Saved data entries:
____________________
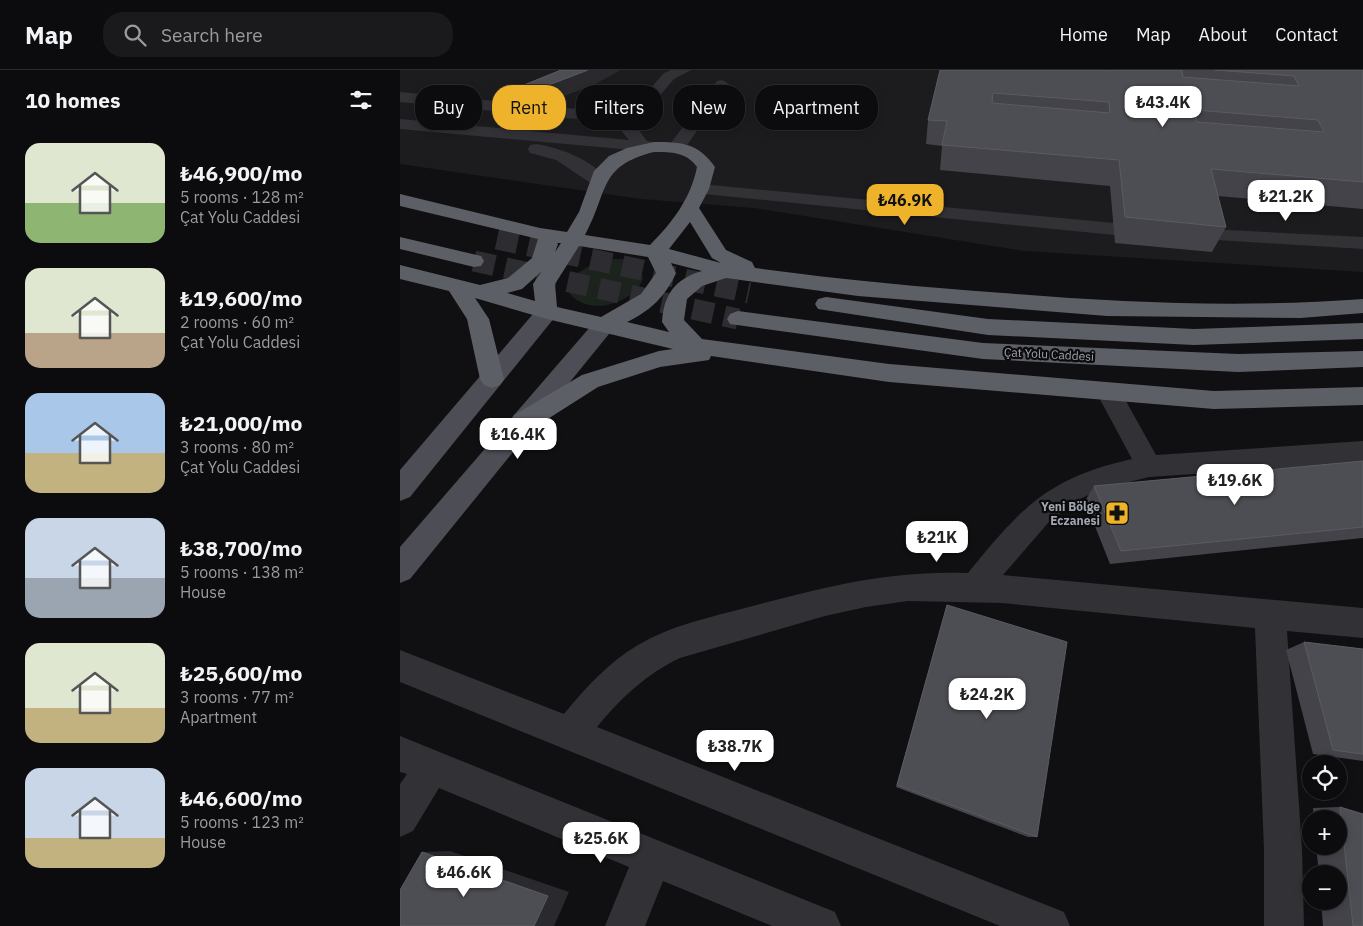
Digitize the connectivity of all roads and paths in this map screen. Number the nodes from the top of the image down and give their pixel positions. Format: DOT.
graph roads {
  1 [pos="684,70"];
  2 [pos="670,73"];
  3 [pos="722,84"];
  4 [pos="660,85"];
  5 [pos="400,97"];
  6 [pos="576,112"];
  7 [pos="400,124"];
  8 [pos="632,130"];
  9 [pos="400,139"];
  10 [pos="648,147"];
  11 [pos="677,148"];
  12 [pos="598,180"];
  13 [pos="700,189"];
  14 [pos="400,200"];
  15 [pos="689,206"];
  16 [pos="400,217"];
  17 [pos="1114,229"];
  18 [pos="540,234"];
  19 [pos="1208,236"];
  20 [pos="574,238"];
  21 [pos="497,239"];
  22 [pos="400,243"];
  23 [pos="1363,243"];
  24 [pos="655,252"];
  25 [pos="474,261"];
  26 [pos="726,271"];
  27 [pos="400,272"];
  28 [pos="456,285"];
  29 [pos="757,285"];
  30 [pos="481,292"];
  31 [pos="1363,306"];
  32 [pos="547,312"];
  33 [pos="738,319"];
  34 [pos="605,324"];
  35 [pos="1363,331"];
  36 [pos="695,346"];
  37 [pos="726,350"];
  38 [pos="1363,359"];
  39 [pos="492,379"];
  40 [pos="1108,392"];
  41 [pos="1363,396"];
  42 [pos="523,422"];
  43 [pos="1363,452"];
  44 [pos="1149,466"];
  45 [pos="400,489"];
  46 [pos="400,569"];
  47 [pos="975,587"];
  48 [pos="1270,615"];
  49 [pos="1363,623"];
  50 [pos="400,666"];
  51 [pos="570,734"];
  52 [pos="416,761"];
  53 [pos="400,818"];
  54 [pos="652,856"];
  55 [pos="625,926"];
  56 [pos="821,926"];
  57 [pos="1050,926"];
  58 [pos="1284,926"];
  1 -- 2 [label="street"];
  2 -- 4 [label="street"];
  3 -- 11 [label="street"];
  5 -- 6 [label="street"];
  7 -- 10 [label="street"];
  8 -- 10 [label="street"];
  9 -- 12 [label="street"];
  10 -- 11 [label="highway"];
  10 -- 12 [label="highway"];
  11 -- 13 [label="highway"];
  12 -- 20 [label="highway"];
  13 -- 15 [label="highway"];
  13 -- 17 [label="street"];
  14 -- 18 [label="highway"];
  15 -- 24 [label="highway"];
  15 -- 29 [label="highway"];
  16 -- 21 [label="highway"];
  18 -- 20 [label="highway"];
  18 -- 30 [label="highway"];
  19 -- 23 [label="street"];
  20 -- 24 [label="highway"];
  20 -- 32 [label="highway"];
  22 -- 25 [label="highway"];
  24 -- 26 [label="highway"];
  24 -- 34 [label="highway"];
  26 -- 29 [label="highway"];
  26 -- 36 [label="highway"];
  27 -- 28 [label="highway"];
  28 -- 30 [label="highway"];
  28 -- 39 [label="highway"];
  29 -- 31 [label="highway"];
  29 -- 35 [label="highway, Çat Yolu Caddesi"];
  30 -- 32 [label="highway"];
  32 -- 34 [label="highway"];
  32 -- 39 [label="main road"];
  33 -- 38 [label="highway, Çat Yolu Caddesi"];
  34 -- 36 [label="highway"];
  34 -- 42 [label="main road"];
  36 -- 37 [label="highway"];
  37 -- 40 [label="highway"];
  37 -- 42 [label="highway"];
  39 -- 45 [label="main road"];
  40 -- 41 [label="highway"];
  40 -- 44 [label="street"];
  42 -- 46 [label="main road"];
  43 -- 44 [label="street"];
  44 -- 47 [label="street"];
  47 -- 48 [label="street"];
  47 -- 51 [label="street"];
  48 -- 49 [label="street"];
  48 -- 58 [label="street"];
  50 -- 51 [label="street"];
  51 -- 57 [label="street"];
  52 -- 53 [label="street"];
  52 -- 54 [label="street"];
  54 -- 55 [label="street"];
  54 -- 56 [label="street"];
}
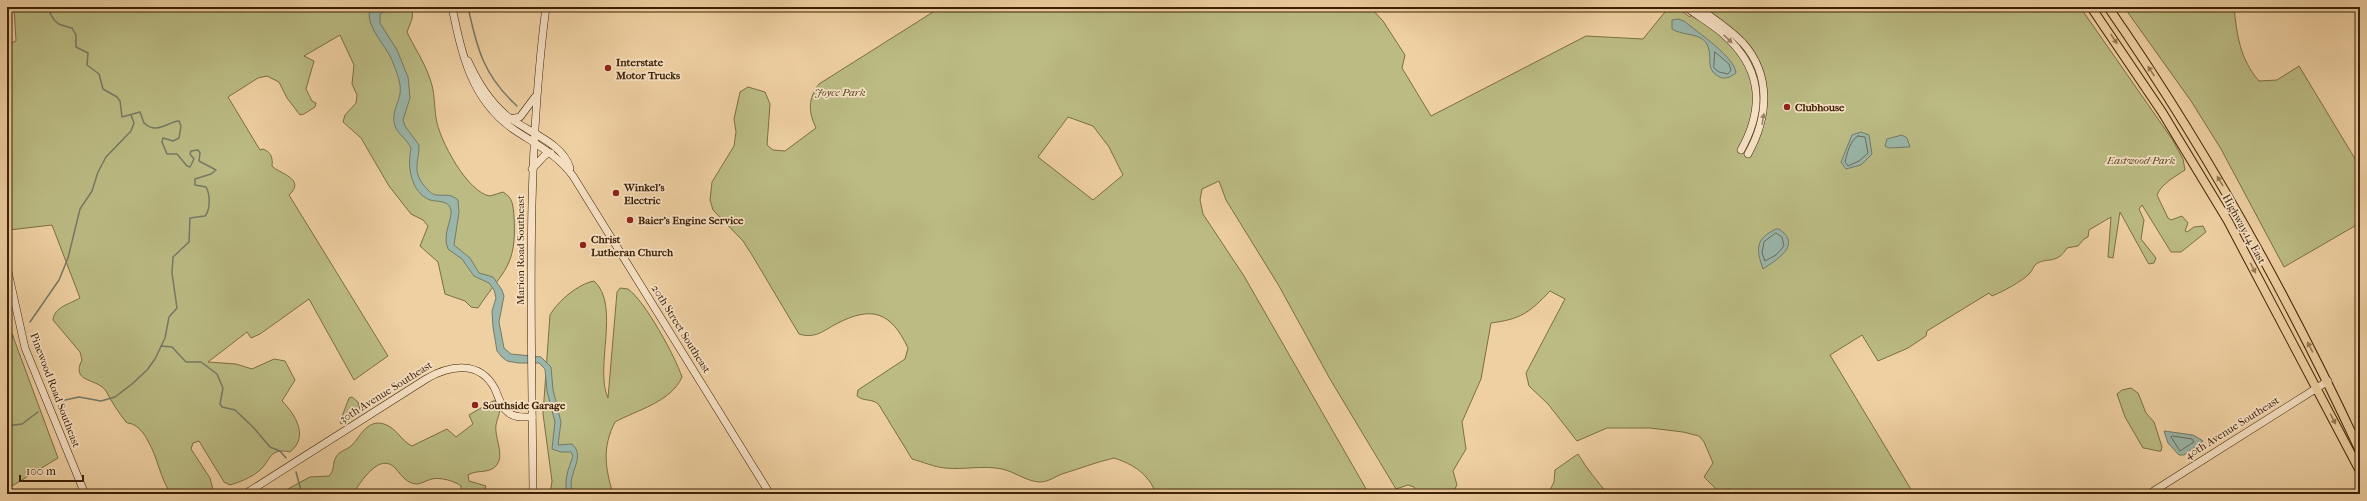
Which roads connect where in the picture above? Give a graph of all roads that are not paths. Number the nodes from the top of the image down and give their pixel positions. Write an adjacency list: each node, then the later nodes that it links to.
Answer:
1 (452, 7): 8 (street, 20th Street Southeast); 10 (street, 20th Street Southeast)
2 (546, 7): 7 (street, Marion Road Southeast)
3 (1686, 7): 11 (street, one-way to 11)
4 (1697, 7): 13 (street, one-way to 4)
5 (2091, 7): 18 (main road, Highway 14 East, one-way to 18)
6 (2108, 7): 17 (main road, Highway 14 East, one-way to 6)
7 (536, 97): 8 (street); 9 (street, Marion Road Southeast)
8 (510, 119): 9 (street, 20th Street Southeast)
9 (533, 134): 10 (street, Marion Road Southeast); 15 (street, 20th Street Southeast)
10 (533, 142): 12 (street, 20th Street Southeast); 14 (street, Marion Road Southeast)
11 (1741, 150)
12 (551, 153): 14 (street); 15 (street, 20th Street Southeast)
13 (1748, 154)
14 (532, 169): 19 (street, Marion Road Southeast)
15 (573, 176): 25 (street, 20th Street Southeast)
16 (7, 268): 22 (street, Pinewood Road Southeast)
17 (2328, 381): 18 (street, 40th Avenue Southeast); 20 (main road, Highway 14 East)
18 (2316, 388): 21 (main road, Highway 14 East, one-way to 21); 26 (street, 40th Avenue Southeast)
19 (532, 417): 23 (street, 30th Avenue Southeast); 24 (street, Marion Road Southeast)
20 (2360, 451)
21 (2360, 471)
22 (86, 494)
23 (245, 494)
24 (533, 494)
25 (770, 494)
26 (2149, 494)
____________________
Show every line of the data in which the word "nodes" appears.

Digitize the connectivity of all roads and paths in this map screen. Number the nodes from the top of the image down and give their pixel positions. Format: DOT.
Which roads connect where in the picture above? Give a graph of all roads that are not paths. Number the nodes from the top of the image down and give their pixel positions. Write an adjacency list: each node, then the later nodes that it links to.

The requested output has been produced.